*WHAT TO PRODUCE*
Copy every line below precisely, leaving nothing out.

*MATERIAL SUPPLIED*

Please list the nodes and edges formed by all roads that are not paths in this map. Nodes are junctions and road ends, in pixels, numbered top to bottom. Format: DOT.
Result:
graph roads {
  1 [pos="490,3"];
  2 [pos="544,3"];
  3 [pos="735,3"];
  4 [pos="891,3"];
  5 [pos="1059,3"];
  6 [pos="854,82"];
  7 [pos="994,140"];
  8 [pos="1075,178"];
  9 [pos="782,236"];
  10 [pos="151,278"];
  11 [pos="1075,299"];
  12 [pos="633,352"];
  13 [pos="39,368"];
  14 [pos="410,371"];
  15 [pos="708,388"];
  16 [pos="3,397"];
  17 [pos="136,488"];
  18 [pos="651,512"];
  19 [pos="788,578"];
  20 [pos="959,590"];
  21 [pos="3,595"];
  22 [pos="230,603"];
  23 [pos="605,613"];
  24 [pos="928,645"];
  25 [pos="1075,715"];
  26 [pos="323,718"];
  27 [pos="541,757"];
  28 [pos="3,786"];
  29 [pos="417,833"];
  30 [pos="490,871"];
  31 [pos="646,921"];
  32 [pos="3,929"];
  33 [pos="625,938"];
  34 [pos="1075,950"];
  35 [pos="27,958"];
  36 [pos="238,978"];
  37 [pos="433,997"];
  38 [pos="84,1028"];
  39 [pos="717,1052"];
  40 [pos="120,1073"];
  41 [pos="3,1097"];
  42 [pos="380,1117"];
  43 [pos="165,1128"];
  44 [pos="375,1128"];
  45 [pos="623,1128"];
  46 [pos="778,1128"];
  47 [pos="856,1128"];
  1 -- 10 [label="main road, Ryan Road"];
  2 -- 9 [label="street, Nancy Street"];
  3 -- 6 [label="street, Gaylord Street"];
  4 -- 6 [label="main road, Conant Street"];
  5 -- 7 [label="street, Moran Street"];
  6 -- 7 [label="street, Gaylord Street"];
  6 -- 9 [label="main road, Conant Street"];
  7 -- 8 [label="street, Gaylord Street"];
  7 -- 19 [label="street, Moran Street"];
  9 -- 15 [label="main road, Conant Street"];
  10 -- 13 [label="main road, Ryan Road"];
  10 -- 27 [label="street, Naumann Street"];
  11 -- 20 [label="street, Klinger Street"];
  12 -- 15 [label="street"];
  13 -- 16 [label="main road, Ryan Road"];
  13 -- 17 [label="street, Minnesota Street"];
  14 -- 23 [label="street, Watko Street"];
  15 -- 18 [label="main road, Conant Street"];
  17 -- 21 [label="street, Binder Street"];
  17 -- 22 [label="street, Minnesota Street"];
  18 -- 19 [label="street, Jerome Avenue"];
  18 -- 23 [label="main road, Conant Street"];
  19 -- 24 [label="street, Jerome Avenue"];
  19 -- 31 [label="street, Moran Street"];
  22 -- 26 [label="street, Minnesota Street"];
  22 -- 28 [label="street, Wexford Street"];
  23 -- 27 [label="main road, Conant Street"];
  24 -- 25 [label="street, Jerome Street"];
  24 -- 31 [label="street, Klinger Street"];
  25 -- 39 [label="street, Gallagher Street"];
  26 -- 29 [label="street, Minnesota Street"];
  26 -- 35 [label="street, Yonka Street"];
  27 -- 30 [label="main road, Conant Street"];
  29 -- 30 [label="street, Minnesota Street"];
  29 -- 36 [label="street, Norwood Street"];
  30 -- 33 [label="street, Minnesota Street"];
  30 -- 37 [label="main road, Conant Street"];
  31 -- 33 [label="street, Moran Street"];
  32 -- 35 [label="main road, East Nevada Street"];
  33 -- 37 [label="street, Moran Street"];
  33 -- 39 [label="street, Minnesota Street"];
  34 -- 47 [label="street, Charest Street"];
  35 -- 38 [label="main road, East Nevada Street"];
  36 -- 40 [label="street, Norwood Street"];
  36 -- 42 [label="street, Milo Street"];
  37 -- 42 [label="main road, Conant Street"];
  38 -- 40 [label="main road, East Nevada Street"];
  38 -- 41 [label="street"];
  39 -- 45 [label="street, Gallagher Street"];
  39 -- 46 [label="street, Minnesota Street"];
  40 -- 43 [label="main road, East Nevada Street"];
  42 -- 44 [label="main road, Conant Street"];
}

*RESPONSE TO THIS EXERCISE*
Please list the nodes and edges formed by all roads that are not paths in this map. Nodes are junctions and road ends, in pixels, numbered top to bottom. Format: DOT.
Result:
graph roads {
  1 [pos="490,3"];
  2 [pos="544,3"];
  3 [pos="735,3"];
  4 [pos="891,3"];
  5 [pos="1059,3"];
  6 [pos="854,82"];
  7 [pos="994,140"];
  8 [pos="1075,178"];
  9 [pos="782,236"];
  10 [pos="151,278"];
  11 [pos="1075,299"];
  12 [pos="633,352"];
  13 [pos="39,368"];
  14 [pos="410,371"];
  15 [pos="708,388"];
  16 [pos="3,397"];
  17 [pos="136,488"];
  18 [pos="651,512"];
  19 [pos="788,578"];
  20 [pos="959,590"];
  21 [pos="3,595"];
  22 [pos="230,603"];
  23 [pos="605,613"];
  24 [pos="928,645"];
  25 [pos="1075,715"];
  26 [pos="323,718"];
  27 [pos="541,757"];
  28 [pos="3,786"];
  29 [pos="417,833"];
  30 [pos="490,871"];
  31 [pos="646,921"];
  32 [pos="3,929"];
  33 [pos="625,938"];
  34 [pos="1075,950"];
  35 [pos="27,958"];
  36 [pos="238,978"];
  37 [pos="433,997"];
  38 [pos="84,1028"];
  39 [pos="717,1052"];
  40 [pos="120,1073"];
  41 [pos="3,1097"];
  42 [pos="380,1117"];
  43 [pos="165,1128"];
  44 [pos="375,1128"];
  45 [pos="623,1128"];
  46 [pos="778,1128"];
  47 [pos="856,1128"];
  1 -- 10 [label="main road, Ryan Road"];
  2 -- 9 [label="street, Nancy Street"];
  3 -- 6 [label="street, Gaylord Street"];
  4 -- 6 [label="main road, Conant Street"];
  5 -- 7 [label="street, Moran Street"];
  6 -- 7 [label="street, Gaylord Street"];
  6 -- 9 [label="main road, Conant Street"];
  7 -- 8 [label="street, Gaylord Street"];
  7 -- 19 [label="street, Moran Street"];
  9 -- 15 [label="main road, Conant Street"];
  10 -- 13 [label="main road, Ryan Road"];
  10 -- 27 [label="street, Naumann Street"];
  11 -- 20 [label="street, Klinger Street"];
  12 -- 15 [label="street"];
  13 -- 16 [label="main road, Ryan Road"];
  13 -- 17 [label="street, Minnesota Street"];
  14 -- 23 [label="street, Watko Street"];
  15 -- 18 [label="main road, Conant Street"];
  17 -- 21 [label="street, Binder Street"];
  17 -- 22 [label="street, Minnesota Street"];
  18 -- 19 [label="street, Jerome Avenue"];
  18 -- 23 [label="main road, Conant Street"];
  19 -- 24 [label="street, Jerome Avenue"];
  19 -- 31 [label="street, Moran Street"];
  22 -- 26 [label="street, Minnesota Street"];
  22 -- 28 [label="street, Wexford Street"];
  23 -- 27 [label="main road, Conant Street"];
  24 -- 25 [label="street, Jerome Street"];
  24 -- 31 [label="street, Klinger Street"];
  25 -- 39 [label="street, Gallagher Street"];
  26 -- 29 [label="street, Minnesota Street"];
  26 -- 35 [label="street, Yonka Street"];
  27 -- 30 [label="main road, Conant Street"];
  29 -- 30 [label="street, Minnesota Street"];
  29 -- 36 [label="street, Norwood Street"];
  30 -- 33 [label="street, Minnesota Street"];
  30 -- 37 [label="main road, Conant Street"];
  31 -- 33 [label="street, Moran Street"];
  32 -- 35 [label="main road, East Nevada Street"];
  33 -- 37 [label="street, Moran Street"];
  33 -- 39 [label="street, Minnesota Street"];
  34 -- 47 [label="street, Charest Street"];
  35 -- 38 [label="main road, East Nevada Street"];
  36 -- 40 [label="street, Norwood Street"];
  36 -- 42 [label="street, Milo Street"];
  37 -- 42 [label="main road, Conant Street"];
  38 -- 40 [label="main road, East Nevada Street"];
  38 -- 41 [label="street"];
  39 -- 45 [label="street, Gallagher Street"];
  39 -- 46 [label="street, Minnesota Street"];
  40 -- 43 [label="main road, East Nevada Street"];
  42 -- 44 [label="main road, Conant Street"];
}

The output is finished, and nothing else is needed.